When a mount request is received by the nfs-ganesha server, it checks whether the client/tenant is allowed to access the related export or share. Based on the NFS share ACL configurations, the exported share operation will succeed or fail. If the mount succeeds, all further operations performed from the client will succeed and Ganesha would route such requests to the storage backend through the corresponding filesystem FSAL. So tenant share separation is made possible based on NFS ACLs and access permissions. Further, nfs-ganesha also supports Kerberos based authentication in case Manila shares need to be exported and consumed across nodes in an Openstack compute cluster when nfs-ganesha would be mounted on each gateway in the cluster in Multi-head configuration.

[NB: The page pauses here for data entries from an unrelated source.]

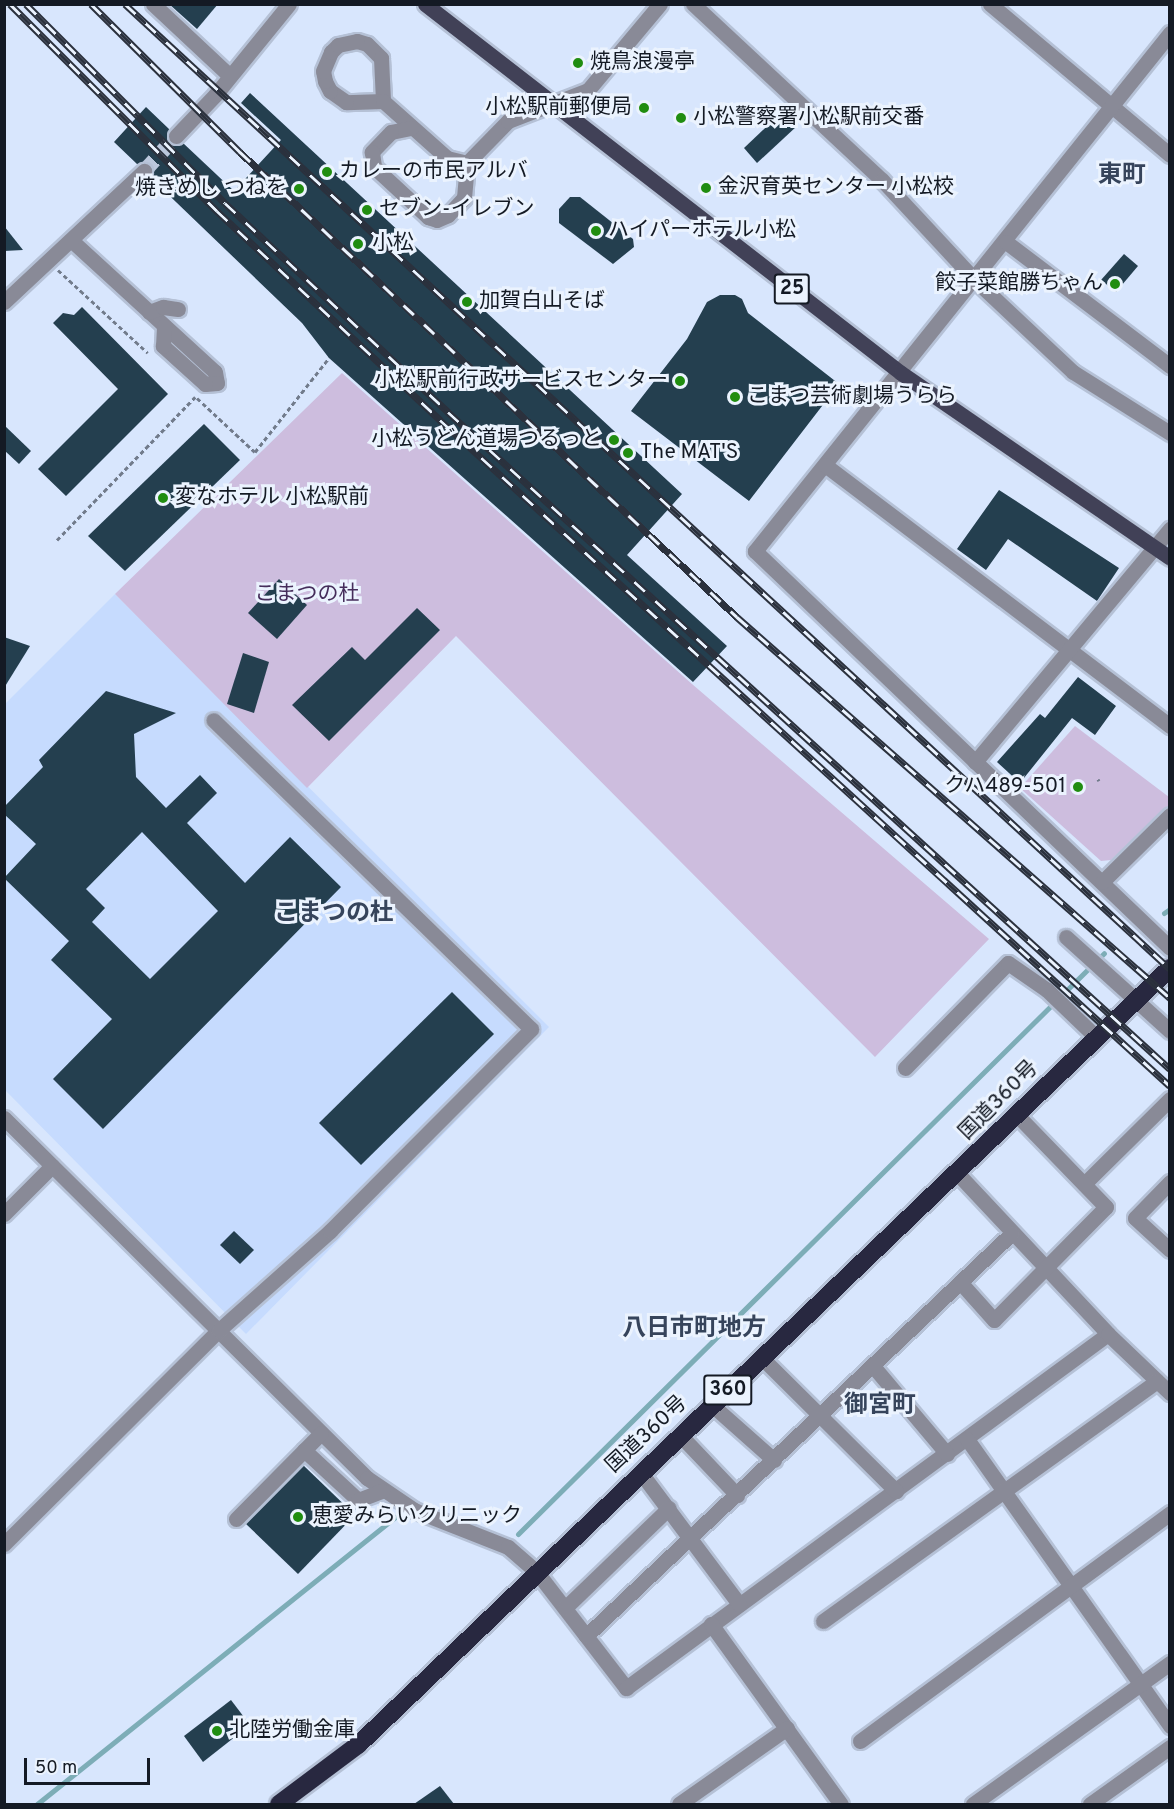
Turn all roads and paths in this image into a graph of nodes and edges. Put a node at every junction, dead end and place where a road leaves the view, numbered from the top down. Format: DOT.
graph roads {
  1 [pos="153,4"];
  2 [pos="289,4"];
  3 [pos="425,4"];
  4 [pos="660,4"];
  5 [pos="693,4"];
  6 [pos="990,4"];
  7 [pos="1170,33"];
  8 [pos="230,76"];
  9 [pos="383,101"];
  10 [pos="550,104"];
  11 [pos="1111,106"];
  12 [pos="411,128"];
  13 [pos="176,136"];
  14 [pos="1170,155"];
  15 [pos="468,163"];
  16 [pos="144,171"];
  17 [pos="71,240"];
  18 [pos="1006,242"];
  19 [pos="975,280"];
  20 [pos="4,302"];
  21 [pos="178,309"];
  22 [pos="149,312"];
  23 [pos="164,326"];
  24 [pos="1170,366"];
  25 [pos="900,373"];
  26 [pos="195,397"];
  27 [pos="1170,433"];
  28 [pos="825,465"];
  29 [pos="1170,529"];
  30 [pos="57,540"];
  31 [pos="1154,548"];
  32 [pos="1170,558"];
  33 [pos="1068,652"];
  34 [pos="213,720"];
  35 [pos="1170,726"];
  36 [pos="975,762"];
  37 [pos="1170,815"];
  38 [pos="1102,882"];
  39 [pos="1066,937"];
  40 [pos="1170,948"];
  41 [pos="1170,968"];
  42 [pos="1136,1000"];
  43 [pos="1170,1031"];
  44 [pos="1097,1038"];
  45 [pos="905,1068"];
  46 [pos="1170,1099"];
  47 [pos="1017,1115"];
  48 [pos="4,1118"];
  49 [pos="52,1166"];
  50 [pos="958,1174"];
  51 [pos="1170,1182"];
  52 [pos="1084,1184"];
  53 [pos="4,1214"];
  54 [pos="1012,1233"];
  55 [pos="1170,1250"];
  56 [pos="1046,1269"];
  57 [pos="960,1282"];
  58 [pos="219,1330"];
  59 [pos="1108,1334"];
  60 [pos="762,1358"];
  61 [pos="873,1366"];
  62 [pos="1157,1381"];
  63 [pos="1170,1393"];
  64 [pos="712,1405"];
  65 [pos="820,1417"];
  66 [pos="321,1432"];
  67 [pos="680,1435"];
  68 [pos="967,1439"];
  69 [pos="304,1450"];
  70 [pos="946,1454"];
  71 [pos="774,1460"];
  72 [pos="641,1473"];
  73 [pos="1002,1490"];
  74 [pos="382,1491"];
  75 [pos="896,1491"];
  76 [pos="737,1495"];
  77 [pos="669,1508"];
  78 [pos="1170,1513"];
  79 [pos="236,1519"];
  80 [pos="692,1537"];
  81 [pos="4,1544"];
  82 [pos="536,1571"];
  83 [pos="1070,1588"];
  84 [pos="740,1604"];
  85 [pos="565,1608"];
  86 [pos="823,1621"];
  87 [pos="711,1624"];
  88 [pos="586,1636"];
  89 [pos="1170,1664"];
  90 [pos="1141,1685"];
  91 [pos="1170,1726"];
  92 [pos="787,1728"];
  93 [pos="860,1741"];
  94 [pos="1170,1747"];
  95 [pos="279,1804"];
  96 [pos="679,1804"];
  97 [pos="842,1804"];
  98 [pos="973,1804"];
  99 [pos="1090,1804"];
  1 -- 8 [label="street"];
  2 -- 8 [label="street"];
  3 -- 10 [label="main road, 25"];
  4 -- 10 [label="street"];
  5 -- 19 [label="street"];
  6 -- 11 [label="street"];
  7 -- 11 [label="street"];
  8 -- 13 [label="street"];
  9 -- 9 [label="street"];
  9 -- 12 [label="street"];
  10 -- 15 [label="street"];
  10 -- 25 [label="main road, 25"];
  11 -- 14 [label="street"];
  11 -- 18 [label="street"];
  12 -- 15 [label="street"];
  12 -- 15 [label="street"];
  16 -- 17 [label="street"];
  17 -- 20 [label="street"];
  17 -- 22 [label="street"];
  18 -- 19 [label="street"];
  18 -- 24 [label="street"];
  19 -- 25 [label="street"];
  19 -- 27 [label="street"];
  21 -- 22 [label="street"];
  22 -- 23 [label="street"];
  25 -- 28 [label="street"];
  25 -- 31 [label="main road, 25"];
  26 -- 30 [label="path"];
  28 -- 33 [label="street"];
  28 -- 36 [label="street"];
  29 -- 31 [label="street"];
  31 -- 32 [label="main road, 25"];
  31 -- 33 [label="street"];
  33 -- 35 [label="street"];
  33 -- 36 [label="street"];
  34 -- 58 [label="street"];
  36 -- 38 [label="street"];
  37 -- 38 [label="street"];
  38 -- 40 [label="street"];
  39 -- 42 [label="street"];
  41 -- 42 [label="highway, 国道360号 / 360"];
  42 -- 43 [label="street"];
  42 -- 44 [label="highway, 国道360号 / 360"];
  44 -- 45 [label="street"];
  44 -- 47 [label="highway, 国道360号 / 360"];
  46 -- 52 [label="street"];
  47 -- 50 [label="highway, 国道360号 / 360"];
  47 -- 52 [label="street"];
  48 -- 49 [label="street"];
  49 -- 53 [label="street"];
  49 -- 58 [label="street"];
  50 -- 54 [label="street"];
  50 -- 60 [label="highway, 国道360号 / 360"];
  51 -- 55 [label="street"];
  52 -- 56 [label="street"];
  54 -- 56 [label="street"];
  54 -- 57 [label="street"];
  56 -- 57 [label="street"];
  56 -- 59 [label="street"];
  57 -- 61 [label="street"];
  58 -- 66 [label="street"];
  58 -- 81 [label="street"];
  59 -- 62 [label="street"];
  59 -- 68 [label="street"];
  60 -- 64 [label="highway, 国道360号 / 360"];
  60 -- 65 [label="street"];
  61 -- 65 [label="street"];
  61 -- 70 [label="street"];
  62 -- 63 [label="street"];
  62 -- 73 [label="street"];
  64 -- 67 [label="highway, 国道360号 / 360"];
  64 -- 71 [label="street"];
  65 -- 71 [label="street"];
  65 -- 75 [label="street"];
  66 -- 69 [label="street"];
  66 -- 74 [label="street"];
  67 -- 72 [label="highway, 国道360号 / 360"];
  67 -- 76 [label="street"];
  68 -- 70 [label="street"];
  68 -- 73 [label="street"];
  69 -- 74 [label="street"];
  69 -- 79 [label="street"];
  70 -- 75 [label="street"];
  71 -- 76 [label="street"];
  72 -- 77 [label="street"];
  72 -- 82 [label="highway, 国道360号 / 360"];
  73 -- 83 [label="street"];
  73 -- 86 [label="street"];
  74 -- 82 [label="street"];
  75 -- 84 [label="street"];
  76 -- 80 [label="street"];
  77 -- 80 [label="street"];
  77 -- 85 [label="street"];
  78 -- 83 [label="street"];
  80 -- 84 [label="street"];
  80 -- 88 [label="street"];
  82 -- 85 [label="street"];
  82 -- 95 [label="highway, 国道360号 / 360"];
  83 -- 90 [label="street"];
  83 -- 93 [label="street"];
  84 -- 87 [label="street"];
  85 -- 88 [label="street"];
  87 -- 88 [label="street"];
  87 -- 92 [label="street"];
  89 -- 90 [label="street"];
  90 -- 91 [label="street"];
  90 -- 98 [label="street"];
  92 -- 96 [label="street"];
  92 -- 97 [label="street"];
  94 -- 99 [label="street"];
}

  • Works with all guest operating systems that have a nfs client built in. Well standardized and widely available support.
  • Does not require any VM/guest plugin installation or any Openstack components to be modified to work with this approach.
  • Works across the majority of the prevalent filesystem backends and/or Storage Arrays without modifications.
  • This approach most closely mirrors how guests interact with storage controllers in Cinder. The storage controller only needs to know about compute nodes and the gateway deals with the problem of presenting the storage to the guest.
  • Security is enforced by the gateway. Backends need not support any security to protect tenant data from other tenants (or even enforce protection between instances of one tenant).
  • Further tenant separation is based on share permissions based on NFS ACLs and authentication. This is easily enforced.
  • No dependence or interaction with Neutron
  • NFS server on the gateway performs caching. So not all requests from the instances need to be served by the storage layer. Thereby data access is sometimes faster, and the storage layer is less burdened.
  • Being a user-space server, nfs-ganesha's cache-inode layer can grow arbitrarily large, limited mostly (only) by the underlying hardware. This supports greater scalability in terms of supporting larger number of compute instances and share operations/requests.
  • Extensible to support other multi-tenant use-cases like share reservations, QoS requirements etc.


  • Resources are consumed by nfs-ganesha as it runs on the gateway. Resource consumption by ganesha has been seen to be moderate across general workloads so we don't see this as a major impact to the overall architecture currently. Further tests need to be carried out to ascertain this impact if any.
  • High Availability for tenant share access via nfs-ganesha could necessitate additional configuration and state maintenance. However, this availability support/infrastructure is mostly available as a separate Ganesha solution w.r.t. different filesystem backends.